__What to work on__
In the entries that follow, find each line with the word "Fosso" and copy it.

(Stored data entries)
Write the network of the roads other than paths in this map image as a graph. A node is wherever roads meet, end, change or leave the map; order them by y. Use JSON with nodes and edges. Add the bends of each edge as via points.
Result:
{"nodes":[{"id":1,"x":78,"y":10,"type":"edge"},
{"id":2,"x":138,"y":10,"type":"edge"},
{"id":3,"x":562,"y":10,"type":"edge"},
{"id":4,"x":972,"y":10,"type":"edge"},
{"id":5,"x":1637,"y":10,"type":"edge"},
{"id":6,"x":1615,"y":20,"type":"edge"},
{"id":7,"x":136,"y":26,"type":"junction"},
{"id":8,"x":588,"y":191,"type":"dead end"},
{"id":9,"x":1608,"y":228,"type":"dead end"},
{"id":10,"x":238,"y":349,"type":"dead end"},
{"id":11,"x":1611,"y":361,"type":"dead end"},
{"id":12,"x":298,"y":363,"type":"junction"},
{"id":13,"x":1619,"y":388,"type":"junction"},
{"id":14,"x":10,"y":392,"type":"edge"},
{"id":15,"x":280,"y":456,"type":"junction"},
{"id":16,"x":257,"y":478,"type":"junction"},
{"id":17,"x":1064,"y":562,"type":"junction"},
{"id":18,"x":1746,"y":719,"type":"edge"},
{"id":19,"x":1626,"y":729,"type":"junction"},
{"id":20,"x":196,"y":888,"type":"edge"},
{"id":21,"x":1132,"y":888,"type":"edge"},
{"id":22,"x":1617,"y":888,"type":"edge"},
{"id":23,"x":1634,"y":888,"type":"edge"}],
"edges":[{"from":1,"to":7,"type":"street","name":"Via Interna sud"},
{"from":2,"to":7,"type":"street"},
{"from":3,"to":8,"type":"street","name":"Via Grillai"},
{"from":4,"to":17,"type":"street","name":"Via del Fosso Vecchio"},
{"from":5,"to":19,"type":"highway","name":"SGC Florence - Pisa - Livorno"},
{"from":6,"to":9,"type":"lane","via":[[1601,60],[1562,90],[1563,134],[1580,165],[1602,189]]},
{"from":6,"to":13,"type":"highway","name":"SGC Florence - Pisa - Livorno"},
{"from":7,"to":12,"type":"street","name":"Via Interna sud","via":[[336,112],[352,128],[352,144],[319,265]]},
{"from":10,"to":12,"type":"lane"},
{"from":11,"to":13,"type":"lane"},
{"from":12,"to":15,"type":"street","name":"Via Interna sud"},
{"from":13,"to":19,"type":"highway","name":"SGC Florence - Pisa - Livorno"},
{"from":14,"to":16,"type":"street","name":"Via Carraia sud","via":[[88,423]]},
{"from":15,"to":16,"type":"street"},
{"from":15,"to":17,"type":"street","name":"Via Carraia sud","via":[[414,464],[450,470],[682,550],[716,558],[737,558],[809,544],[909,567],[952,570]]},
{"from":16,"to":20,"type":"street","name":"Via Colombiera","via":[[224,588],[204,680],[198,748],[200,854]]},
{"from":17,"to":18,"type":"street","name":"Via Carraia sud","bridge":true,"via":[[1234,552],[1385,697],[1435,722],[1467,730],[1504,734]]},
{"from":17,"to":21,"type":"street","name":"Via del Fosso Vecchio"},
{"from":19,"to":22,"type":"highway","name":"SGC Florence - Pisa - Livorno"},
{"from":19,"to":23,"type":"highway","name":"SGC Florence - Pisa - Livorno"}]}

__Expected output__
{"from":4,"to":17,"type":"street","name":"Via del Fosso Vecchio"},
{"from":17,"to":21,"type":"street","name":"Via del Fosso Vecchio"},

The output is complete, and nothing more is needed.